AmazonSageMakerRole-experimentation

Creating a Domain

So from AWS:

A domain includes an associated Amazon Elastic File System (EFS) volume; a list of authorized users; and a variety of security, application, policy, and Amazon Virtual Private Cloud (VPC) configurations. Each user in a domain receives a personal and private home directory within the EFS for notebooks, Git repositories, and data files.

Essentially, it's your home for everything you'll need to train, finetune, build and deploy models. Both as an individual or collaboratively in a team.

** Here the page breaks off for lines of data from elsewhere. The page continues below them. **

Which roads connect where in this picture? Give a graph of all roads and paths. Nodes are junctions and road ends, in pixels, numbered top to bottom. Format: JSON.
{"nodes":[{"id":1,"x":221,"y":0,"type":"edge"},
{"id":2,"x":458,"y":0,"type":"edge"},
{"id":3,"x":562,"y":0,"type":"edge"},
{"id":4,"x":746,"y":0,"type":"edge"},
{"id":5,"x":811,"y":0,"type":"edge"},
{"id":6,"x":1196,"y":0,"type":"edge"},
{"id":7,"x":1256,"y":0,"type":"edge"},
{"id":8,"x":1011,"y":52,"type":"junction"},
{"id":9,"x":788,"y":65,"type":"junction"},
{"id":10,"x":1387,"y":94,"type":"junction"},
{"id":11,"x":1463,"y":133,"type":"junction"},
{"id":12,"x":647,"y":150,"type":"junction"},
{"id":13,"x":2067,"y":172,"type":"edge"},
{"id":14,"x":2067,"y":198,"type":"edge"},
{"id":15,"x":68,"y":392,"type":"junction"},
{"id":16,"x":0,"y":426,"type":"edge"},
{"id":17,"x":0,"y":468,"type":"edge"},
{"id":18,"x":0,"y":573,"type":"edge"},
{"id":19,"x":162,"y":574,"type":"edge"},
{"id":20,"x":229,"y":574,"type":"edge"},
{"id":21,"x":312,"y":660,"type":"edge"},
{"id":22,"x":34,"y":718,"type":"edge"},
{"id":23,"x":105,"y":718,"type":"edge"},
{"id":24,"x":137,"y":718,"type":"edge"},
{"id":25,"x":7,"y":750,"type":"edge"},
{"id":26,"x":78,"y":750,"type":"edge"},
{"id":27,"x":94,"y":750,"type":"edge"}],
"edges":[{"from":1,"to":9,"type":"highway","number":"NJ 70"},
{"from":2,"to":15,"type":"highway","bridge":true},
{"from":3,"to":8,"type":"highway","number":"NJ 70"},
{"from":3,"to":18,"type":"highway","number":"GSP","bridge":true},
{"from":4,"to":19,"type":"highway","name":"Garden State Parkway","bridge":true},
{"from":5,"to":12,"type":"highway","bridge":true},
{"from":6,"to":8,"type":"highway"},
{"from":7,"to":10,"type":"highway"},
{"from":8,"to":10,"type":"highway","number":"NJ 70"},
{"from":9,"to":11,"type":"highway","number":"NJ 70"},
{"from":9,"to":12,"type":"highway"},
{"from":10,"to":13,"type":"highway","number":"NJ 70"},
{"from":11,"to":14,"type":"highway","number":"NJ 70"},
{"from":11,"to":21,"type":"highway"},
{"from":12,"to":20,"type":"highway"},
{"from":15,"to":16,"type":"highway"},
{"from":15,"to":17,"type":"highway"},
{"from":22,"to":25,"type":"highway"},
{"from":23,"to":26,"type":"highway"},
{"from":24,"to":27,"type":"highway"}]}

Go ahead and navigate to SageMaker > Domains and create a domain. It'll take you to a screen like this:

You'll go with the quick set up for the purpose of this post.

Here you can use any name you want for your domain and a user you'll create with the role you previously created.

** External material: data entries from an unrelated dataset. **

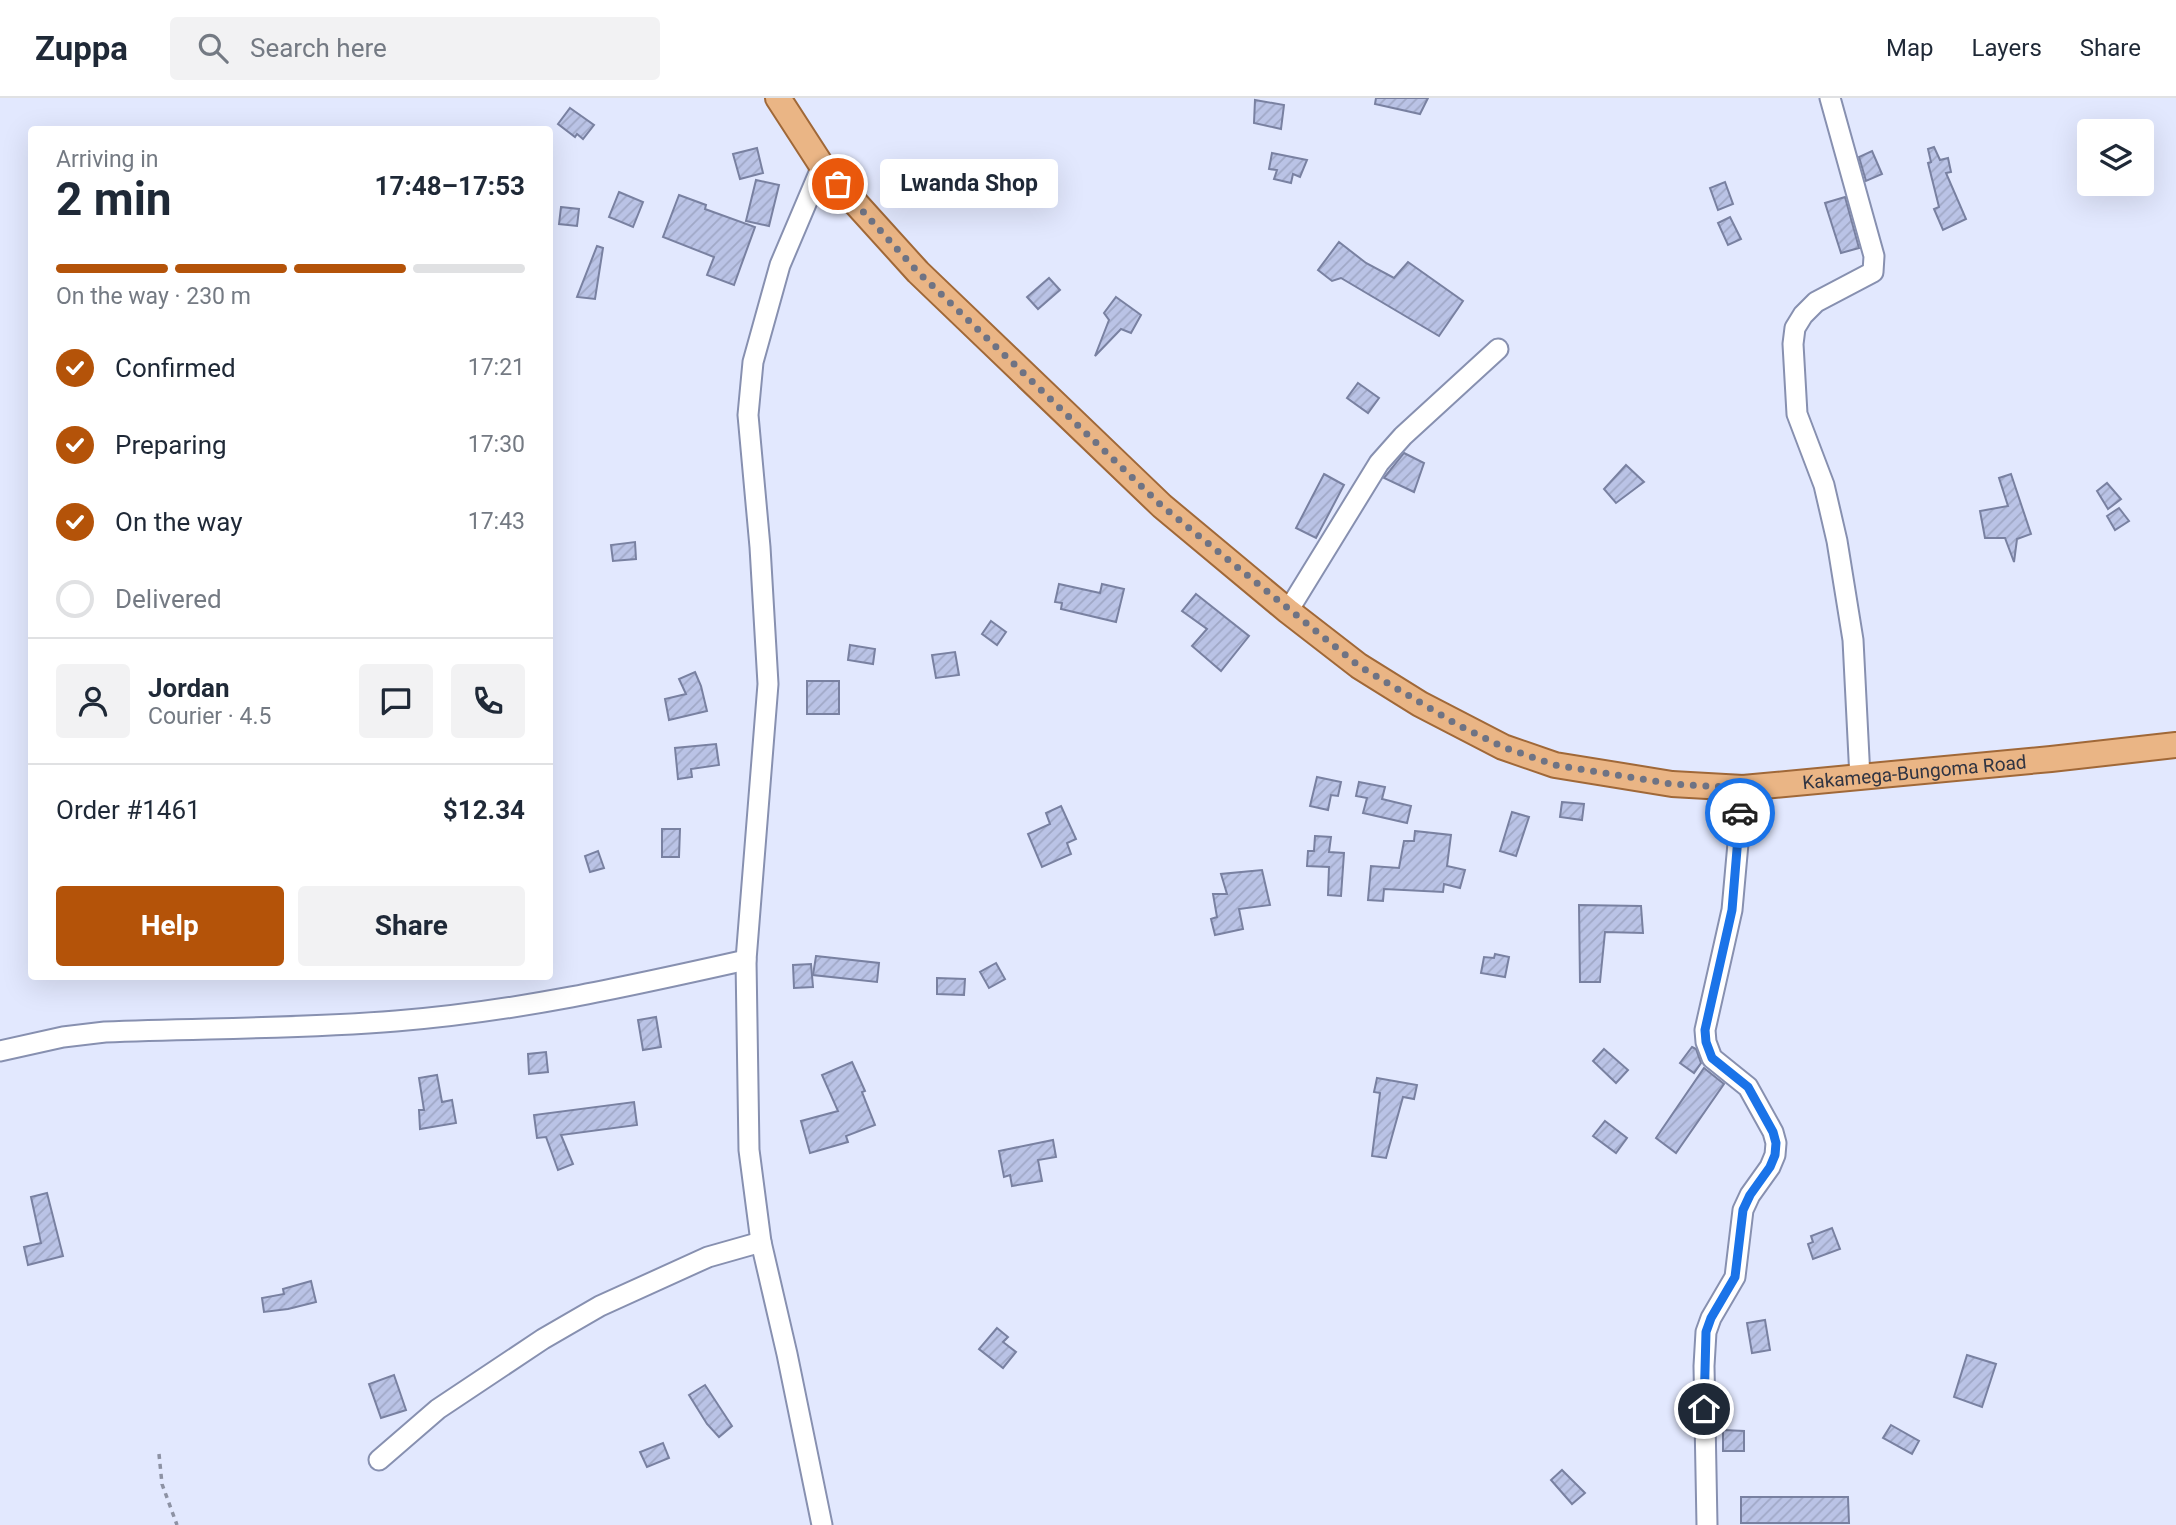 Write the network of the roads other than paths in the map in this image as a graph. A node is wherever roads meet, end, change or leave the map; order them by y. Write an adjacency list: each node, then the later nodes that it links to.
1 (778, 98): 3 (main road, Kakamega-Bungoma Road)
2 (1830, 98): 7 (street)
3 (822, 166): 5 (main road, Kakamega-Bungoma Road); 9 (street)
4 (1498, 349): 5 (street)
5 (1288, 611): 8 (main road, Kakamega-Bungoma Road)
6 (2176, 745): 7 (main road, Kakamega-Bungoma Road)
7 (1860, 778): 8 (main road, Kakamega-Bungoma Road)
8 (1743, 788): 14 (street)
9 (746, 960): 10 (street); 11 (street)
10 (0, 1051)
11 (761, 1242): 12 (street); 13 (street)
12 (379, 1460)
13 (822, 1525)
14 (1707, 1525) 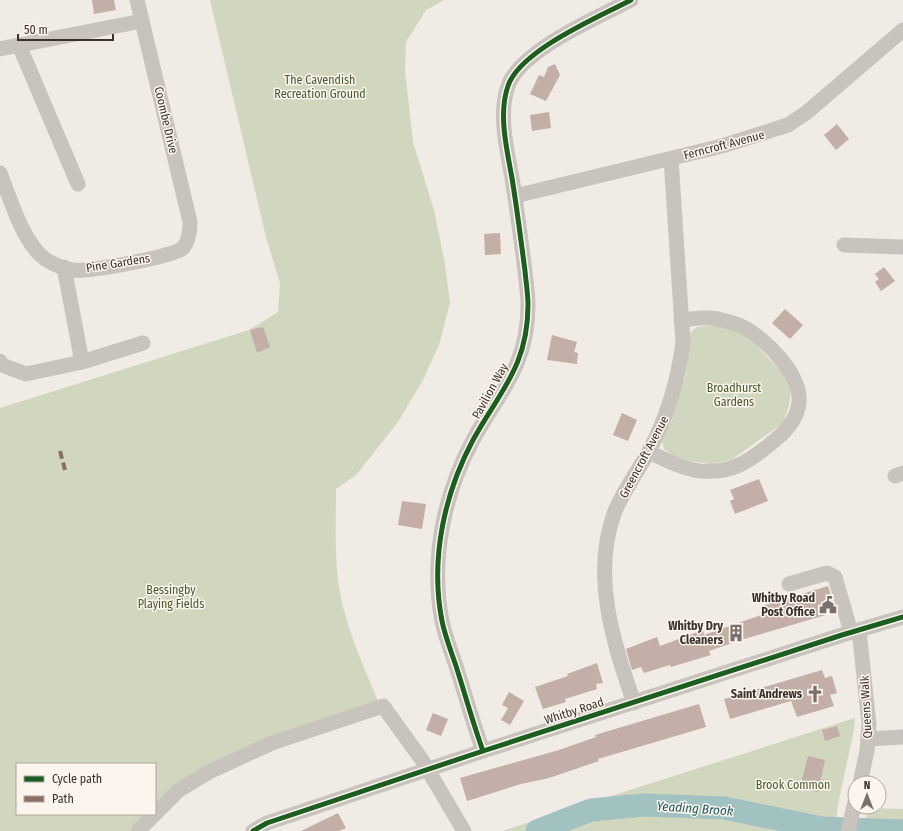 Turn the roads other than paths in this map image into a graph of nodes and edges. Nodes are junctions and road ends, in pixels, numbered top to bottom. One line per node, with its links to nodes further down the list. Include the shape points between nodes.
1 (138, 0): 3 (street, Coombe Drive)
2 (632, 0): 10 (street, Pavilion Way, via 545,46 523,63 508,85 504,114)
3 (142, 21): 5 (street); 11 (street, Coombe Drive, via 190,222)
4 (903, 30): 7 (street, Ferncroft Avenue, via 806,113 788,125)
5 (19, 45): 6 (street); 9 (street)
6 (0, 49)
7 (671, 159): 10 (street, Ferncroft Avenue); 15 (street, Greencroft Avenue)
8 (0, 174): 14 (street, Pine Gardens, via 34,248 44,258)
9 (78, 184)
10 (515, 196): 26 (street, Pavilion Way, via 528,304 526,339 513,376 461,464 449,497 440,538 437,578 442,622)
11 (188, 240): 14 (street, Pine Gardens, via 183,248 168,255 88,270)
12 (844, 245): 13 (street)
13 (903, 247)
14 (64, 267): 18 (street)
15 (681, 320): 19 (street, Greencroft Avenue, via 683,342 675,385 669,407); 19 (street, via 716,318 741,326 760,339 791,372 798,389 799,408 790,425 773,442 754,457 728,470 698,471)
16 (143, 343): 18 (street)
17 (0, 361): 18 (street, via 2,365 26,374)
18 (82, 362)
19 (649, 452): 23 (street, Greencroft Avenue, via 627,486 616,511 608,535 604,561 609,621)
20 (789, 584): 22 (street, Queens Walk, via 827,573 835,577)
21 (903, 617): 22 (street, Whitby Road)
22 (855, 631): 23 (street, Whitby Road); 25 (street, Queens Walk, via 869,724)
23 (634, 703): 26 (street, Whitby Road)
24 (903, 737): 25 (street)
25 (868, 739): 28 (street, Queens Walk)
26 (483, 751): 27 (street, Whitby Road)
27 (427, 769): 29 (street, via 383,706 272,743 209,772 179,790); 34 (street, Whitby Road, via 267,823); 35 (street)
28 (861, 775)
29 (156, 813)
30 (154, 815): 33 (street)
31 (852, 815): 32 (street)
32 (849, 825)
33 (138, 831)
34 (254, 831)
35 (464, 831)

Once you've chosen your names and selected your role, it'll take some time to spin up your domain.

Deploying a model

Now that you're domain is running, head into users and select launch. You'll have a few options, go for studio.

Create a new notebook and we'll use the following code:

import sagemaker
import boto3
from sagemaker.huggingface import HuggingFaceModel

try:
    role = sagemaker.get_execution_role()
except ValueError:
    iam = boto3.client('iam')
    role = role = iam.get_role(RoleName='sagemaker_execution_role')['Role']['Arn']
# Hub Model configuration. https://huggingface.co/models
hub = {
    'HF_MODEL_ID':'tiiuae/falcon-7b',
    'HF_TASK':'text-generation'
}

# create Hugging Face Model Class
huggingface_model = HuggingFaceModel(
    transformers_version='4.26.0',
    pytorch_version='1.13.1',
    py_version='py39',
    env=hub,
    role=role, 
)

# deploy model to SageMaker Inference
predictor = huggingface_model.deploy(
    initial_instance_count=1, # number of instances
    instance_type='ml.m5.xlarge' # ec2 instance type
)

predictor.predict({
    "inputs": "Once upon a time in Narnia ",
})

This is the general code you'll use for all HuggingFace models. You'll just needed to change the details such as which model, what AWS instance, what Python libraries and versions etc.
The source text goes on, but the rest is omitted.